Former ECU Pitchers Excel In MLB

Chris Heston's no-hitter last week was just the latest example of a former ECU pitcher having success in Major League Baseball.

The day after former East Carolina pitcher Chris Heston authored a no-hitter for the San Francisco Giants last week, his alma mater’s current pitching coach, Dan Roszel, was on the recruiting trail, dialing up as many potential prospects as he could reach.

While Heston was being compared to Sandy Koufax, who was the last pitcher to complete a no-hitter with three strikeouts in 1965, Roszel wanted to make an example out of the Giants’ rookie.

The message from Roszel to recruits was a simple one — that they can parlay a collegiate stay at ECU into a fruitful professional career on a major league diamond.

Although Roszel arrived at ECU in 2012, which was three years after Heston’s eligibility had expired, the two sides have developed a relationship through Pirate baseball over the last few years.

“He’s a Pirate,” Roszel said. “I don’t care if its former, past, present or whatever. You want great things to happen for those guys. I keep in touch with (Heston), we’re regularly texting. I’m checking on him and he’s checking on the Pirates.”

On May 17, Roszel’s name was mentioned on the Orioles television broadcast by another former Pirate. This time it was Mike Wright, who credited Roszel for teaching him some valuable lessons at ECU that helped him toss 7 1/3 scoreless innings in his major league debut.

"To have Mike Wright pump me up and say my name on TV, that goes a long way (in recruiting)," Roszel said. "To say Heston is a former player here ... and he's out there throwing in a big league game and he's throwing a no hitter, all those things are great for recruiting.

Jeff Hoffman struck out 17 batters in his final collegiate game at ECU.
(Kat Jessick/
"Publicity, that's your No. 1 seller."

Wright would pitch seven more shutout innings in his second start and, after an abbreviated in Triple-A Norfolk earlier this month, he was back on the mound in Baltimore, starting against the Yankees on Sunday. Prior to making his big league debut, Wright logged 484 innings in the Orioles’ farm system since being drafted in 2011 (third round, 94th overall).

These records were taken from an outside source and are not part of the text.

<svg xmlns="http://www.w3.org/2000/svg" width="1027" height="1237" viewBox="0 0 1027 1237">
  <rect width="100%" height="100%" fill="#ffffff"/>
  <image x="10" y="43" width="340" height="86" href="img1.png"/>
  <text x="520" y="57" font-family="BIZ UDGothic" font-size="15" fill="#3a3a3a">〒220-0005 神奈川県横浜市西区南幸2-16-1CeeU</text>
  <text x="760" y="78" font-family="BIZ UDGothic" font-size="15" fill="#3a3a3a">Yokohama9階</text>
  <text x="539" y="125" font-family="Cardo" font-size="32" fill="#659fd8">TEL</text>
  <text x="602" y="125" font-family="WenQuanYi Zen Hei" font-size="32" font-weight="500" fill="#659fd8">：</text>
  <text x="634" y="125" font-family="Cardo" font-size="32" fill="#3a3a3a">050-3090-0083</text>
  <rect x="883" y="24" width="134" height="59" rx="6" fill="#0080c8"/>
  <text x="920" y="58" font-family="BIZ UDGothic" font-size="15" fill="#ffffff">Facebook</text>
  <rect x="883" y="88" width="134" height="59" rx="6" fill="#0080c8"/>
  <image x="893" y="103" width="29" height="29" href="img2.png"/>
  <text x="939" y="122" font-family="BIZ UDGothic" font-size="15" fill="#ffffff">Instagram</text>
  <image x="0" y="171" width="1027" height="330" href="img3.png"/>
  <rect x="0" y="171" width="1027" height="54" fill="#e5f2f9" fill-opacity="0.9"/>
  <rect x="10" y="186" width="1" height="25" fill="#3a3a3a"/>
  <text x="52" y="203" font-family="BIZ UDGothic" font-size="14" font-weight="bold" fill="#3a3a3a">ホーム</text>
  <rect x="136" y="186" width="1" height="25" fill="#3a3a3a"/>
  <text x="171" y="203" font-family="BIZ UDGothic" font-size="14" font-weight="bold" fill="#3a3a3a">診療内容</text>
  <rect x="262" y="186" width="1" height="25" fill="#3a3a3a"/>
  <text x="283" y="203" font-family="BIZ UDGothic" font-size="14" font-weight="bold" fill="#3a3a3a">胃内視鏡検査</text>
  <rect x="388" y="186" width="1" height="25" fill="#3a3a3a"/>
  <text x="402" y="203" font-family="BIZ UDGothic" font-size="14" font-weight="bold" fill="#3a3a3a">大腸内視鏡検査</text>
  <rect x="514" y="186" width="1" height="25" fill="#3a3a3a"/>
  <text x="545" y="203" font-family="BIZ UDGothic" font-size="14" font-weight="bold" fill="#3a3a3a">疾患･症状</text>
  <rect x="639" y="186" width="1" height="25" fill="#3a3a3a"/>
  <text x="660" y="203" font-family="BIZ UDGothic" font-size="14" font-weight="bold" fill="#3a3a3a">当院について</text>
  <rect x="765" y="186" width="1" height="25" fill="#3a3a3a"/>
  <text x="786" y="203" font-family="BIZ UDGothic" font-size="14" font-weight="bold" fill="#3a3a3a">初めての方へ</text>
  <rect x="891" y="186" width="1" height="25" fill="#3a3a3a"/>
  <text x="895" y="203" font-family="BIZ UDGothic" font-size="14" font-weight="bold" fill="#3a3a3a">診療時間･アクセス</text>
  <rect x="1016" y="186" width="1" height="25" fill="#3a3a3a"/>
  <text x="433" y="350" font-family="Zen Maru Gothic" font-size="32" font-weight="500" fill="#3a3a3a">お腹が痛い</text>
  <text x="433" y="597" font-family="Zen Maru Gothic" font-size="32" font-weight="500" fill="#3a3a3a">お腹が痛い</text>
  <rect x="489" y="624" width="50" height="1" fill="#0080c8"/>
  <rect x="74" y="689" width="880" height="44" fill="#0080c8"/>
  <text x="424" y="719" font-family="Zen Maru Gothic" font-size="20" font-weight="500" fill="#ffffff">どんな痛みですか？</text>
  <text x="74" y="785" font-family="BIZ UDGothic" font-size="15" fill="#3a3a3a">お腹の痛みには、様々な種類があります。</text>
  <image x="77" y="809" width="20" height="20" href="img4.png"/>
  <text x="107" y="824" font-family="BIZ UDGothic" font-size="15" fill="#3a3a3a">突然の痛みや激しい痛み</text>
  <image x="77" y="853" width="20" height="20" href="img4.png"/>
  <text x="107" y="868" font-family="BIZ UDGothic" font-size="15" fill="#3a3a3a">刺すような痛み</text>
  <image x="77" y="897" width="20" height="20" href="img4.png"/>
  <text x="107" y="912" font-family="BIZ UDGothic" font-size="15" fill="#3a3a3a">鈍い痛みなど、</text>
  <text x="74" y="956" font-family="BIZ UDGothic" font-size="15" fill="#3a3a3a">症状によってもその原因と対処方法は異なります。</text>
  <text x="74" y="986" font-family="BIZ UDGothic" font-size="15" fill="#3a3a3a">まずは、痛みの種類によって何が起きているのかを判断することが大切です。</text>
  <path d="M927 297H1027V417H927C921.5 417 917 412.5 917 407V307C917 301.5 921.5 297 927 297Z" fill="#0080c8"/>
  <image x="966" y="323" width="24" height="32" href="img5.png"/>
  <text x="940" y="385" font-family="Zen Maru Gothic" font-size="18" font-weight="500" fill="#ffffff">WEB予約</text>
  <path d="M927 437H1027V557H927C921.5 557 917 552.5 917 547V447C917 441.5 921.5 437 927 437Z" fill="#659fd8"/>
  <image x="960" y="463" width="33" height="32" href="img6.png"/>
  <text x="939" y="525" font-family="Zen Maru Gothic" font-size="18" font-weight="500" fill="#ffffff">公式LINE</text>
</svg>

St. Louis Cardinals reliever Seth Maness completes the list of former Pirates in the majors today. In the 2013 World Series, ECU’s all-time wins leader made four relief appearances for the Cardinals and has already pitched in 30 games this season.

Back in 2009, the Pirates’ pitching staff featured Heston, Wright and Maness on its way to the NCAA Tournament Super Regionals. ECU hasn’t advanced as far since.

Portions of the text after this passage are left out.